Records excerpted from a collection
--- START ---
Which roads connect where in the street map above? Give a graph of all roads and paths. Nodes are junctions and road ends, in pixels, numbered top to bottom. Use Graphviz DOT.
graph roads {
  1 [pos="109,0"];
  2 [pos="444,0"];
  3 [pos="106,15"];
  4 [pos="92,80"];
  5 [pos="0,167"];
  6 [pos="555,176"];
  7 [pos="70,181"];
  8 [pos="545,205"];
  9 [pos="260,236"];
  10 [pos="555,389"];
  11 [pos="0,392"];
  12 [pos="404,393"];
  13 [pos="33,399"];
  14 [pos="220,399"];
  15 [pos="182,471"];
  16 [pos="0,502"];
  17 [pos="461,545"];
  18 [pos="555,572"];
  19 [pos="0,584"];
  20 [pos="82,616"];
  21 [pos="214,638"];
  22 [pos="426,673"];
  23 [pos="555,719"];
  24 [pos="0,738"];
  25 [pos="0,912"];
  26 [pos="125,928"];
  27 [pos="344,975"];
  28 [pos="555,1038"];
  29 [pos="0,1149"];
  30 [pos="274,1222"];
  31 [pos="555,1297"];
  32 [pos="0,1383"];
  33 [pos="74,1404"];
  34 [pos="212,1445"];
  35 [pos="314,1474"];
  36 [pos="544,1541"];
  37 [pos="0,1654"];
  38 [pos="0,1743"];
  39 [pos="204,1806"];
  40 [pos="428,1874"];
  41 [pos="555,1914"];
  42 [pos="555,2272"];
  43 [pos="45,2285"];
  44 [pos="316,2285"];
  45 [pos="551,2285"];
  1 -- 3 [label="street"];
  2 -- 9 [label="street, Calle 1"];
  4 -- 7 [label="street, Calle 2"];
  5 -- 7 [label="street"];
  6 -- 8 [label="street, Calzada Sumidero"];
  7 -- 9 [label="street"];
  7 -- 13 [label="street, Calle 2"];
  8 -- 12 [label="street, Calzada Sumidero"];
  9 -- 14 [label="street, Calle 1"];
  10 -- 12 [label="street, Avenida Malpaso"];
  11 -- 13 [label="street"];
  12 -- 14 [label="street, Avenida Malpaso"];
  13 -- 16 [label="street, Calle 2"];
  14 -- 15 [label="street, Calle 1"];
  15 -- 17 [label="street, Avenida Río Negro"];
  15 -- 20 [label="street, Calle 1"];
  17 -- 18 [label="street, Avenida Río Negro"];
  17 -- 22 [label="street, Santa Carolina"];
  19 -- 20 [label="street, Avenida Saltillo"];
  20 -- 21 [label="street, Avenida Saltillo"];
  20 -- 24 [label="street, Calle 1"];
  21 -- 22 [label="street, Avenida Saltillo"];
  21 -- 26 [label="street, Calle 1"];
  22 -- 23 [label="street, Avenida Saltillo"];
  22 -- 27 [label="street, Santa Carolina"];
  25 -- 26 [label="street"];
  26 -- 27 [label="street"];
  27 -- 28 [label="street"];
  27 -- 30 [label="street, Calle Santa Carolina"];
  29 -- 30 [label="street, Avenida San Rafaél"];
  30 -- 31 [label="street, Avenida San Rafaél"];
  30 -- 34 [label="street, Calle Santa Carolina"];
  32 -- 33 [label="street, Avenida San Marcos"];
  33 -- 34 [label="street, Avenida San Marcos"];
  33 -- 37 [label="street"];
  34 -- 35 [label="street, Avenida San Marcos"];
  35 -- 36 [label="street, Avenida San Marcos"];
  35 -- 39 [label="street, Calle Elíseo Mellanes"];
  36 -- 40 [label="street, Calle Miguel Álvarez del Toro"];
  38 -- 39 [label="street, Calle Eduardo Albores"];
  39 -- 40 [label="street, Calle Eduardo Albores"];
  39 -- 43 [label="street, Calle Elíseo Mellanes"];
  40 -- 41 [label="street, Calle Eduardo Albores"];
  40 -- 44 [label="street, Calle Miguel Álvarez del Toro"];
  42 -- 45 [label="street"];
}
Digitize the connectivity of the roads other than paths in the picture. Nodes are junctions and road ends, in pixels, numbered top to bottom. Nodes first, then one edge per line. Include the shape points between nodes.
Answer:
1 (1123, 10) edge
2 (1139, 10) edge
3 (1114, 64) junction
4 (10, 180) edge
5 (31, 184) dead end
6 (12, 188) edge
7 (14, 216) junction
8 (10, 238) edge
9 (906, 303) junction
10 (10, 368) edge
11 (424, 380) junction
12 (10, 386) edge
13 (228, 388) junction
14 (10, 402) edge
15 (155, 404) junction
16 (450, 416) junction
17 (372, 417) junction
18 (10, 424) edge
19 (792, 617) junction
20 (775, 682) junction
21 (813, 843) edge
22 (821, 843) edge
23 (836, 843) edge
--- END ---
Work instructions - The answer must be all the lines above that hold the word "Álvarez".

Written answer -
  36 -- 40 [label="street, Calle Miguel Álvarez del Toro"];
  40 -- 44 [label="street, Calle Miguel Álvarez del Toro"];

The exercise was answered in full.